The first storm, which is not recognized as a tropical cyclone, disrupted the initial assembly of the fleet on October 28. However, the fleet set sail the next day on its mission to attack Confederate forces (its destination was "supposedly a military secret"). On November 2, the expedition encountered the second storm—the tropical hurricane—which wreaked havoc on the organization of the fleet and sunk two of its vessels. There was knowledge at the time of the series of storm systems, but few details on the condition and fate of the fleet, sparking great concern. Some of the other ships were forced to return home for repairs, but the majority rode out the storm successfully. The expedition proceeded onward and seized Port Royal Sound at the Battle of Port Royal. As described by Ludlum (1963), the hurricane is known as the Expedition Hurricane due to its influence on the fleet.

However, the hurricane also had a significant impact on land. Earlier in the year, Union forces had captured the fort guarding Hatteras Inlet at the Battle of Hatteras Inlet Batteries. In the early morning hours of November 2, high seas began to overwash Hatteras Island, "completely covering all dry land except the position of the fort itself". After four hours, water began to subside. Extremely high tides associated with the cyclone continued up the coast as far north as Portland, Maine. Storm tides at various points, including New York City, Newport, Rhode Island, and Boston, reached levels unseen for at least 10 years and up to 46 years. In New York, the storm persisted for 20 hours starting early on November 2; rising waters inundated wharves along the East and Hudson Rivers. Floodwaters flowed up to five blocks inland, and a popular bar located in a hotel became isolated by the flooding. In response, a man transported customers to and from the bar on his private boat at a cost of two cents per ride. Strong winds in Brooklyn brought down trees and telegraph wires.
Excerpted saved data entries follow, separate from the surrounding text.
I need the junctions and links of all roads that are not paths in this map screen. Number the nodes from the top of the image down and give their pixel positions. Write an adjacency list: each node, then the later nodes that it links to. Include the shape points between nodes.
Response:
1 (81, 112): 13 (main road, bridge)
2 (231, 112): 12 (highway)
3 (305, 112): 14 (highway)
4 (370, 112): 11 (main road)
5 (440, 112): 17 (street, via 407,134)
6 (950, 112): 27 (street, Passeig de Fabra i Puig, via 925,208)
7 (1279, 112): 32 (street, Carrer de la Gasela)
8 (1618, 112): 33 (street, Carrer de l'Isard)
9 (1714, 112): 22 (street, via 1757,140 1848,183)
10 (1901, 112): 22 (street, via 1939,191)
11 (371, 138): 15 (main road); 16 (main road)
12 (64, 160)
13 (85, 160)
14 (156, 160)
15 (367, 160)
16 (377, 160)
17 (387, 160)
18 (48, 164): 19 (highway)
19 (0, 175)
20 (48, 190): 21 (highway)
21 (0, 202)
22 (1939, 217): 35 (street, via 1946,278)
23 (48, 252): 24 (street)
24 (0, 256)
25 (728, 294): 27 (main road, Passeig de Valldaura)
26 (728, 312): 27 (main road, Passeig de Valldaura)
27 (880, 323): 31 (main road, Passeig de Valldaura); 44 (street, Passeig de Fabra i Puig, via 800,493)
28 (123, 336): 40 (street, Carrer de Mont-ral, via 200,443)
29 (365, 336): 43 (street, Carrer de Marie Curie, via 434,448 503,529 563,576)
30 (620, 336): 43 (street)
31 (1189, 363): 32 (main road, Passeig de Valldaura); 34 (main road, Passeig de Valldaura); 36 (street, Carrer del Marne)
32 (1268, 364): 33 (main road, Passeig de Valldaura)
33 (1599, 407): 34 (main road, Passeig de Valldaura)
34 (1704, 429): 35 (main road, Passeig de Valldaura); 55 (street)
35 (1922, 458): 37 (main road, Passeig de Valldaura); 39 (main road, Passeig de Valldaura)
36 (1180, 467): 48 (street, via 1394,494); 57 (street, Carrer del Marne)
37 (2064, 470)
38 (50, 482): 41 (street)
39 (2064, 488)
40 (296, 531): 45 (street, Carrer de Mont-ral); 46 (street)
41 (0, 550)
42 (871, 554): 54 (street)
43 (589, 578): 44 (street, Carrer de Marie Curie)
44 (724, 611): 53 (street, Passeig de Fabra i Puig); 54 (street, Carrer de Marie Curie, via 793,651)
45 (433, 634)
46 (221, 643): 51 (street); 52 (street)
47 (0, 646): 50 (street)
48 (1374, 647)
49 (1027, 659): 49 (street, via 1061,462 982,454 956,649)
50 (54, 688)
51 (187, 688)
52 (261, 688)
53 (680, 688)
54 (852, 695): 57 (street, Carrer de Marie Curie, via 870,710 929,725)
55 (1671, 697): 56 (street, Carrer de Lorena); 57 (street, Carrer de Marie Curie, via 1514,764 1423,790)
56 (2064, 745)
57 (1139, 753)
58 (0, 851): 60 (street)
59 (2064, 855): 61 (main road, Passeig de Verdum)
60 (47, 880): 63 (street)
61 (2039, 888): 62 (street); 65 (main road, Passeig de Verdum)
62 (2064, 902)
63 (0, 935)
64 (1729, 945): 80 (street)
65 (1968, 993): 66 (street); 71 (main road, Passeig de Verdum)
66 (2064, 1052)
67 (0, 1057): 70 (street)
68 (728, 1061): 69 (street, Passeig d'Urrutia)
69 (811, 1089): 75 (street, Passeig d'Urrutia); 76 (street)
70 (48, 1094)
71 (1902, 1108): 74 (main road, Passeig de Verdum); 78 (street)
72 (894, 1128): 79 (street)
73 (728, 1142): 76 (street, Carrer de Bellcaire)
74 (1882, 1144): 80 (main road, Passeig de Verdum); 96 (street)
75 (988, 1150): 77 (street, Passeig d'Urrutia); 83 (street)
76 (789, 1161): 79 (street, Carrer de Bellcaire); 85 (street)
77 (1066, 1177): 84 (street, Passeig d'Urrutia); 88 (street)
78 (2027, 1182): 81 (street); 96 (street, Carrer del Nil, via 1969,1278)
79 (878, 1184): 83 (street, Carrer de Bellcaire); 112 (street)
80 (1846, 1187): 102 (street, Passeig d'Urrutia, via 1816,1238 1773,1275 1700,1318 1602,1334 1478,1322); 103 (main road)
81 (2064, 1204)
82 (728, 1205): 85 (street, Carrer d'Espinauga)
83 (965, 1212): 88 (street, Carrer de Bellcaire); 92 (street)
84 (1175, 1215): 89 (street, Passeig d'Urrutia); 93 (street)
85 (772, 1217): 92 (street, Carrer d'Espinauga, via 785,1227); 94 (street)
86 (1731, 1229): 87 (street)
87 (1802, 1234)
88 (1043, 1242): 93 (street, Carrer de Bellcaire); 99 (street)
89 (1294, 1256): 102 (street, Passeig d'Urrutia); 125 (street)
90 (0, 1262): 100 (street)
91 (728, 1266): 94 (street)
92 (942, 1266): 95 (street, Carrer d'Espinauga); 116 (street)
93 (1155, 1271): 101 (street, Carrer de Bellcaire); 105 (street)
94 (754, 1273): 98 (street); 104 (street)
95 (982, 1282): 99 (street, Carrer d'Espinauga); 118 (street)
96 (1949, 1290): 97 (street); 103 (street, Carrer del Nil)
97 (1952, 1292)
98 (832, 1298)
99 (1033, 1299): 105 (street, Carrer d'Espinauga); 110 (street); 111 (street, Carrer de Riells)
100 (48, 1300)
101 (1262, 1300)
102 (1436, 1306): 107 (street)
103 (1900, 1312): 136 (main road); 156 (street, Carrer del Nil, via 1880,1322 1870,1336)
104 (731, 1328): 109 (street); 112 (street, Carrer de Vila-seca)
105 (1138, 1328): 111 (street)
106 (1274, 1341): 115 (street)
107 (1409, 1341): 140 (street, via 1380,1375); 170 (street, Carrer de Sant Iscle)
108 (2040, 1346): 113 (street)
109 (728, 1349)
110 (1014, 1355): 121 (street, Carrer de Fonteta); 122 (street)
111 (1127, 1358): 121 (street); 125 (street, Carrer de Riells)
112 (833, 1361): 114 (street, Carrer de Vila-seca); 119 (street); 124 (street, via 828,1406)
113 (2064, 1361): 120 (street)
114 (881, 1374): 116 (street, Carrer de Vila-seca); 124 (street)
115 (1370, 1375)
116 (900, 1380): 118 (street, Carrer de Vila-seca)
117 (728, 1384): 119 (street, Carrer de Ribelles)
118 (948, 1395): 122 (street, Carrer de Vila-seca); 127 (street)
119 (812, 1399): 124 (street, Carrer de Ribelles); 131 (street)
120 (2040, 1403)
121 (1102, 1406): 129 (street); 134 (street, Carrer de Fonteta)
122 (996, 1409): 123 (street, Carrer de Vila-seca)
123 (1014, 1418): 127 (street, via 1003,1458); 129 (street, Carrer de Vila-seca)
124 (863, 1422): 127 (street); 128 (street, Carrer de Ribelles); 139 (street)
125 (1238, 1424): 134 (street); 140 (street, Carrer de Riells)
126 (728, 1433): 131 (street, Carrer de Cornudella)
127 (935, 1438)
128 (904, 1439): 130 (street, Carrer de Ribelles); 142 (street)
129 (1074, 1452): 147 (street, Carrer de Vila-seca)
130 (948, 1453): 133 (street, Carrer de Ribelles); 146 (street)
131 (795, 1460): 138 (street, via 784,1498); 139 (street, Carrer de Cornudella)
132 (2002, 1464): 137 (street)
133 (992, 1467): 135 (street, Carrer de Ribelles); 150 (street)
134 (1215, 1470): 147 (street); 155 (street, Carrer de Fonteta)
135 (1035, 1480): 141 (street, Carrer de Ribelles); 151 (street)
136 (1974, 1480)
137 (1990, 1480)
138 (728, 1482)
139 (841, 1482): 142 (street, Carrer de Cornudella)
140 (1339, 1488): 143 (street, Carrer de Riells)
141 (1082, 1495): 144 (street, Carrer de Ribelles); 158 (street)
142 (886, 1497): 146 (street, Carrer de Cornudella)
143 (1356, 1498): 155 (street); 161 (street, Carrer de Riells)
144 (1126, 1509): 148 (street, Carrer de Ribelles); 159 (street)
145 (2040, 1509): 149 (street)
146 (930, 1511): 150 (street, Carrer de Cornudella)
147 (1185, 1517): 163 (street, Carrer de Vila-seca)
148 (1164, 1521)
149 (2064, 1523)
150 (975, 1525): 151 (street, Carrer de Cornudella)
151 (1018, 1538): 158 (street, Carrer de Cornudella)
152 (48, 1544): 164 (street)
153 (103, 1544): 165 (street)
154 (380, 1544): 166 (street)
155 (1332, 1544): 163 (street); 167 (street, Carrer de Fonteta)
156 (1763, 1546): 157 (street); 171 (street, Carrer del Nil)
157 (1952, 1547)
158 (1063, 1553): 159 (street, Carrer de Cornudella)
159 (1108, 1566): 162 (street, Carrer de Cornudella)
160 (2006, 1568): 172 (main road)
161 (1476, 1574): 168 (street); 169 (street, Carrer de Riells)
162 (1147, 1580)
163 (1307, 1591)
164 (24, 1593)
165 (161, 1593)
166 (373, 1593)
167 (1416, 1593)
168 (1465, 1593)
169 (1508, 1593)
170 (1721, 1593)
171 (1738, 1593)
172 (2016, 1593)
Infrastructure throughout the Tri-State area suffered. Parts of the New Jersey Railroad line were undermined, and the Shore Line Railway at Bridgeport was inundated. Flooding was also prominent in the New Jersey Meadowlands and along the Newark Turnpike and Plank Road, which was left temporarily impassable. Further east, the hurricane triggered coastal flooding along the shores of Long Island, while northeasterly winds blew several ships ashore along the northern coast of Long Island. The eastern side of the hurricane blasted the southeastern New England coast between November 2 and November 3, damaging over 250 vessels at Provincetown, Massachusetts, and running aground 20 others. Water from the Massachusetts Bay surged into the village of Wareham. In downtown Boston, the storm began late on November 2 and lasted until late the next morning, although the highest tides did not occur until after conditions had already cleared. Twenty-two occupants of the ship Maritania drowned when the vessel sank after striking a rock during the worst of the storm. At the time, she was located 1 mi east of the Boston Light.